もしドーピングについて知らないままに海外へ渡り、熾烈な闘いに挑んでいる最中にその効果を知ってしまったなら、手を出さない選択をするのはなかなか難しいのではないかと想像してしまいます。

先ほどご紹介したタイラー・ハミルトン選手について書かれた著書でも、やむにやまれない状況があったであろうこともうかがえます。

もちろんドーピングはいけません。どのような文脈においても。

だからこそ実際に起きていたドーピングの問題、ドーピングの威力を伝えて、君だったらどうする?と子供たちに問いかけながらドーピング問題に向き合うことが必要だと考えます。


おわりに

少し暗い内容の記事となってしまいました。

しかし私としてはすごく大事なことだと感じていて、是非皆さんにも知ってもらいたいなと考え今回の記事を書きました。

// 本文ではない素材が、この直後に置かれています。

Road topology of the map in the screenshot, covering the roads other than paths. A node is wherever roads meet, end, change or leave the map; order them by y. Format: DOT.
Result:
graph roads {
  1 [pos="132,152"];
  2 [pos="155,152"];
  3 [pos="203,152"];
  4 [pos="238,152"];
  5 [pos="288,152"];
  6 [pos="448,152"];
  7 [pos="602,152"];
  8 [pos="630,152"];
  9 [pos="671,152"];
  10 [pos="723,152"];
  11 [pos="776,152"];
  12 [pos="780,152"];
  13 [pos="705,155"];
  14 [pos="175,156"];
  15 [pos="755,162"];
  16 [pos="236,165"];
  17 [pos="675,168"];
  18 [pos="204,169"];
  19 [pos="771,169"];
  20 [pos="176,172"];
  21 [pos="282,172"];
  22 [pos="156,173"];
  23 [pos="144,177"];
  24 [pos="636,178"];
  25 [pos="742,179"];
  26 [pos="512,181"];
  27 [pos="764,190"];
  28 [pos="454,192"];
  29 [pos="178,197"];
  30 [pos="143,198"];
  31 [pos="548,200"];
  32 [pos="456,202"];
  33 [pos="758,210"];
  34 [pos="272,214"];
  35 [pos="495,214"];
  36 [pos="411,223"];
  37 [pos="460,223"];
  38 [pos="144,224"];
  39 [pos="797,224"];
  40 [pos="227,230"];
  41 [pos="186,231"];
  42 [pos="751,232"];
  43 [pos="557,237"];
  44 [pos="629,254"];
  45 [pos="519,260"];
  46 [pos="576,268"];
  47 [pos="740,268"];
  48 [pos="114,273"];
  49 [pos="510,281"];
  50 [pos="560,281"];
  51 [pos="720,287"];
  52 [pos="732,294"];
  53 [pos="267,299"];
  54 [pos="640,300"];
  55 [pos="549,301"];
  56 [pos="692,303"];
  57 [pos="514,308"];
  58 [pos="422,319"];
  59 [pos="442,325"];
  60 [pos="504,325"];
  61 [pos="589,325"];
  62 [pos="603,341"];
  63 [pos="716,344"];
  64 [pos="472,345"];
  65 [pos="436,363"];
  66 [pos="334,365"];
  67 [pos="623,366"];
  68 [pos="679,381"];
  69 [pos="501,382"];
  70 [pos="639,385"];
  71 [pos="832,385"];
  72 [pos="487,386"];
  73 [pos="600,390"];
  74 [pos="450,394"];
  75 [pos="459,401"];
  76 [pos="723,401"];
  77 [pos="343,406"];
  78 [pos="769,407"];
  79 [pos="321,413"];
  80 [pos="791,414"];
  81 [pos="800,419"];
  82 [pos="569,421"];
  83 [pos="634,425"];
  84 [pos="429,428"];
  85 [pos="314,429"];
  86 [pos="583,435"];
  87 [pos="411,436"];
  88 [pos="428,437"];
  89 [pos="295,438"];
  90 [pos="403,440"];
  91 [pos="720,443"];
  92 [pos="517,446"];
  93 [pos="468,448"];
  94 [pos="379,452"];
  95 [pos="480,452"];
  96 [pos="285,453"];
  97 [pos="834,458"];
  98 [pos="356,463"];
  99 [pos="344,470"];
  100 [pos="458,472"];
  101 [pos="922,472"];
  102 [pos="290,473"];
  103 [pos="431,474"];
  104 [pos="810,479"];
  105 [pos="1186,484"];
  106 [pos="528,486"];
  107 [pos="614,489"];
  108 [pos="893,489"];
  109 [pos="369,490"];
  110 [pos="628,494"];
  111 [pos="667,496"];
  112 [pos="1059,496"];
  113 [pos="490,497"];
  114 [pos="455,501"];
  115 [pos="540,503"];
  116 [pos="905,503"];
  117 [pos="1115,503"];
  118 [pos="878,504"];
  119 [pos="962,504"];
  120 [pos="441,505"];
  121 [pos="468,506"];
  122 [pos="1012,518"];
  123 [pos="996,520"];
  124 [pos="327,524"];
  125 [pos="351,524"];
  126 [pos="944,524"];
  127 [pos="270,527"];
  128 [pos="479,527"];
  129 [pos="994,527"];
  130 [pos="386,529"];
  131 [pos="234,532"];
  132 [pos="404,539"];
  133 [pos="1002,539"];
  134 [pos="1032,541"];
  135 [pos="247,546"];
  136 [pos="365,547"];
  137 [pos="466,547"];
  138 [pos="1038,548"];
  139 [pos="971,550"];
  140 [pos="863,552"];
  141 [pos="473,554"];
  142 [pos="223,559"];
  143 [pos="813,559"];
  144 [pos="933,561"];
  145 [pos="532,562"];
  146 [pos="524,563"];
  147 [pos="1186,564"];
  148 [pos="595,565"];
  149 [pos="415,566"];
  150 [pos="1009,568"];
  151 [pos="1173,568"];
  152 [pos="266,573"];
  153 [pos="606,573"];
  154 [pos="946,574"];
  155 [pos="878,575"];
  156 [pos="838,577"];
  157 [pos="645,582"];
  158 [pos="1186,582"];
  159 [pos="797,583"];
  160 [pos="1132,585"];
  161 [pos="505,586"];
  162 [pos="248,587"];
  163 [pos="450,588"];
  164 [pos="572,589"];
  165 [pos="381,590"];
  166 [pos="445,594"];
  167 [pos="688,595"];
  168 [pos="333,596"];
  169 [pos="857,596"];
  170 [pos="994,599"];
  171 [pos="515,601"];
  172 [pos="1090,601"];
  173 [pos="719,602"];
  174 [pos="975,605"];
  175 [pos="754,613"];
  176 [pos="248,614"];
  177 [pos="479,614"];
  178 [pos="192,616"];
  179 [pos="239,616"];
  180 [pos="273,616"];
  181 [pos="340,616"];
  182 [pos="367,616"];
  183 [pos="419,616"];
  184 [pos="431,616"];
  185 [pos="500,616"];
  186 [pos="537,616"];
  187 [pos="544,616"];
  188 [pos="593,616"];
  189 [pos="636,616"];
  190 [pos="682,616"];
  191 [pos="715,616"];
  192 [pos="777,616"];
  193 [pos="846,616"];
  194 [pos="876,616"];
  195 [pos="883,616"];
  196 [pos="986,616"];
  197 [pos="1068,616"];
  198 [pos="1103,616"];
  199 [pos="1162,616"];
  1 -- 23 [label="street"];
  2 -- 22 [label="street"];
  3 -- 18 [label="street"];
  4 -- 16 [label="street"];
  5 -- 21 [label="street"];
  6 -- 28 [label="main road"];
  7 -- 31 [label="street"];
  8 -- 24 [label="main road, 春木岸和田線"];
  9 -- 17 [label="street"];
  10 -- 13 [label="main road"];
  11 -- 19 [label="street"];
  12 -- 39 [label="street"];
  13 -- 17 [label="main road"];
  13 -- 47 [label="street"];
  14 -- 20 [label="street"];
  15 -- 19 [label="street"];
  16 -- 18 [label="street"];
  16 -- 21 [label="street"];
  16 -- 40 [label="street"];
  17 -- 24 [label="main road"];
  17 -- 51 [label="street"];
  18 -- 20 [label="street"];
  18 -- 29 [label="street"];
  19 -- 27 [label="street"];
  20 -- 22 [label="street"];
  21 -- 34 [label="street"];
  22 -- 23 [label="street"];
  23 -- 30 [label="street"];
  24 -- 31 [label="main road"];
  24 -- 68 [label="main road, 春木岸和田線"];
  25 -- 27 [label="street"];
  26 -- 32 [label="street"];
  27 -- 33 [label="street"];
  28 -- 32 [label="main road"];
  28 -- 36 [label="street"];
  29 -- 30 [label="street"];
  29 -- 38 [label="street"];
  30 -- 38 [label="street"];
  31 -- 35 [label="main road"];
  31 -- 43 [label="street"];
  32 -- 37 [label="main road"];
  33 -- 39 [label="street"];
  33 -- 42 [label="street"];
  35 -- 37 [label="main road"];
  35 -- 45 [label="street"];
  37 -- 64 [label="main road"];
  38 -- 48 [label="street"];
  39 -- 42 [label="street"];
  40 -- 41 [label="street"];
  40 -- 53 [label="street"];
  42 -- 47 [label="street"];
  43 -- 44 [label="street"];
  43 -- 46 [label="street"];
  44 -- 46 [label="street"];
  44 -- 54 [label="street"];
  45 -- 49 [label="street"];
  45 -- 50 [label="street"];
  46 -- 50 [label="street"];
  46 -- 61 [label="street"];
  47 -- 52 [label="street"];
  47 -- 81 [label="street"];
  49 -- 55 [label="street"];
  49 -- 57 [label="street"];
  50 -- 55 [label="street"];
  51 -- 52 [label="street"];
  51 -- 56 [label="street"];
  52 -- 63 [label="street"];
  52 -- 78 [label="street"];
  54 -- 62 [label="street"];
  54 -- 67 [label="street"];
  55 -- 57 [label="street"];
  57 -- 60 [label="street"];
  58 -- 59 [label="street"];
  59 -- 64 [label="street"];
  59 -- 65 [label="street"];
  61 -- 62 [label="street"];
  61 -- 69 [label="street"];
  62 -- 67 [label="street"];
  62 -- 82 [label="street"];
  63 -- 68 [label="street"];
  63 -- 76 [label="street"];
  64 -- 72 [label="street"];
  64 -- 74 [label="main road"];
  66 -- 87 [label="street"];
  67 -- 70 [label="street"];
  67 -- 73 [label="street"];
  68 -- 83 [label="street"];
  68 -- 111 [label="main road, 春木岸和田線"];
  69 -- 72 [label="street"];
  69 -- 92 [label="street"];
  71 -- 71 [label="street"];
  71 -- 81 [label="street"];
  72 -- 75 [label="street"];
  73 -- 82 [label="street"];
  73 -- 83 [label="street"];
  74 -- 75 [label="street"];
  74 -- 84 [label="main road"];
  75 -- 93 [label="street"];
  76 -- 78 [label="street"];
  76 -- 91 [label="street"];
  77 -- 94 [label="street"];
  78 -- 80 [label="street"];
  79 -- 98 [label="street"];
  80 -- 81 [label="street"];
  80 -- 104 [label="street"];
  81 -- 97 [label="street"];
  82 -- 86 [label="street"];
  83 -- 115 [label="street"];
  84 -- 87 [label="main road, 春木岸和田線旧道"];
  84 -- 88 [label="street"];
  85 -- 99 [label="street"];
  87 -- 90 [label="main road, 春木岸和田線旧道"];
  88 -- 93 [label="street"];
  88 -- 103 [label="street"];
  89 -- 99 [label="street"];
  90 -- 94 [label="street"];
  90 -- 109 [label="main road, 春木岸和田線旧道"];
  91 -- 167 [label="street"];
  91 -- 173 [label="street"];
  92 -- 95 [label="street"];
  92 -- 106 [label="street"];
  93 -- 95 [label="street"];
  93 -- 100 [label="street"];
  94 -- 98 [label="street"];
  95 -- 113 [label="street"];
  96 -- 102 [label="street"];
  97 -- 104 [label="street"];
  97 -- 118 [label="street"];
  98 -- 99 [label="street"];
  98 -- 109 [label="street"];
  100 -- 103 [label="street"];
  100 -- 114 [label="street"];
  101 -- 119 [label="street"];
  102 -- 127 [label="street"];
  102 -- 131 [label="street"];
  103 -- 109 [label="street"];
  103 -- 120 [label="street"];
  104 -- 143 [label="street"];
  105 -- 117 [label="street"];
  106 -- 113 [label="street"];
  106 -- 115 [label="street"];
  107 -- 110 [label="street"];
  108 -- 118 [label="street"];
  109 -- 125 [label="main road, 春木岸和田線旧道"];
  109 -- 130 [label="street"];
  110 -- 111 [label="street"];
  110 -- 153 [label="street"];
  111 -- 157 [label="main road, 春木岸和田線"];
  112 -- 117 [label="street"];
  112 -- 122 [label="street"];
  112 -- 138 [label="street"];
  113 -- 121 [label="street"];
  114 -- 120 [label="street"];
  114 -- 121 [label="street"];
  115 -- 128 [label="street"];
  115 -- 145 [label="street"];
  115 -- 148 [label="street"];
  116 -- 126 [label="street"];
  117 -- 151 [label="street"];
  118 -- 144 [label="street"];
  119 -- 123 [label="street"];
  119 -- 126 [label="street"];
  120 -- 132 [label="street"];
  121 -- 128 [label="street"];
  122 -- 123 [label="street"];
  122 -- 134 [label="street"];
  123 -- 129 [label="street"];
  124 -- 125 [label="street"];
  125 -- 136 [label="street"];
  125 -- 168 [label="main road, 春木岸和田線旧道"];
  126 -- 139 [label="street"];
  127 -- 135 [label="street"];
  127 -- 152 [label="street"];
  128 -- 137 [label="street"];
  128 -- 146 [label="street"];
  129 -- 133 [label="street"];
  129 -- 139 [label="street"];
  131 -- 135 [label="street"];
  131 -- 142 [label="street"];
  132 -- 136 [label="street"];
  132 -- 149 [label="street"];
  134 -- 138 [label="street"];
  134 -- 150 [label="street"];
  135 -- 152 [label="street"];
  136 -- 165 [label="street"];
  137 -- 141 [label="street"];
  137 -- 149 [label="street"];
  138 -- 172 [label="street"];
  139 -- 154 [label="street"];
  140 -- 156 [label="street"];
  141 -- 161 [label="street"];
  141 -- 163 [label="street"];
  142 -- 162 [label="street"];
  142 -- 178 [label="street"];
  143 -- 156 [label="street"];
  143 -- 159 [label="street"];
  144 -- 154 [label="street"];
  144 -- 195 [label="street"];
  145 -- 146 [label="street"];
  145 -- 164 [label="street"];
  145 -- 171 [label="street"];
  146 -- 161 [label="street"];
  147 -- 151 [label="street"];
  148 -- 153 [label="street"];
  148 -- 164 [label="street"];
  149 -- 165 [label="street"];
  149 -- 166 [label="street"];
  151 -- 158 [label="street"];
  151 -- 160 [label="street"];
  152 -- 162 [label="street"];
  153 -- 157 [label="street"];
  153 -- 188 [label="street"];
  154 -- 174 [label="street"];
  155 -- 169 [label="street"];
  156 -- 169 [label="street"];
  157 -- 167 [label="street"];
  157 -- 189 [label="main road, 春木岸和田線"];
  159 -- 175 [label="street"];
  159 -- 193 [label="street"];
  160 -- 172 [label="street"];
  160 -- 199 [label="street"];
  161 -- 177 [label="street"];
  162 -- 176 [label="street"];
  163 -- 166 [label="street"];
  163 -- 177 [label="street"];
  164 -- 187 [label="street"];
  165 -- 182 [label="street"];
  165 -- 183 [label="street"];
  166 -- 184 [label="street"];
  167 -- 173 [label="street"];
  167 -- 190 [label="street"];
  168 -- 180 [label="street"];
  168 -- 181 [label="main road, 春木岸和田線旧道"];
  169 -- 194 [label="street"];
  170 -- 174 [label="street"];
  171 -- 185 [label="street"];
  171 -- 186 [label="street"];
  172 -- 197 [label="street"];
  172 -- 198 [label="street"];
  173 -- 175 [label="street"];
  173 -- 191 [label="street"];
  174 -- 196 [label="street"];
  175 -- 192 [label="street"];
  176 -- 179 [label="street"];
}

未来を担う子供たちが、良い方向に向かうきっかけとなれば嬉しい限りです。

今回も最後までお読みくださりありがとうございます。スキ、フォローを頂けると大変励みになります。

今後の記事も、また読みにきてくださいね。


ご紹介した論文

Birkeland, K. I., Stray-Gundersen, J., Hemmersbach, P., Hallé N, J., Haug, E., & Bahr, R. (2000). Effect of rhEPO administration on serum levels of sTfR and cycling performance. In Med. Sci. Sports Exerc (Vol. 32, Issue 7).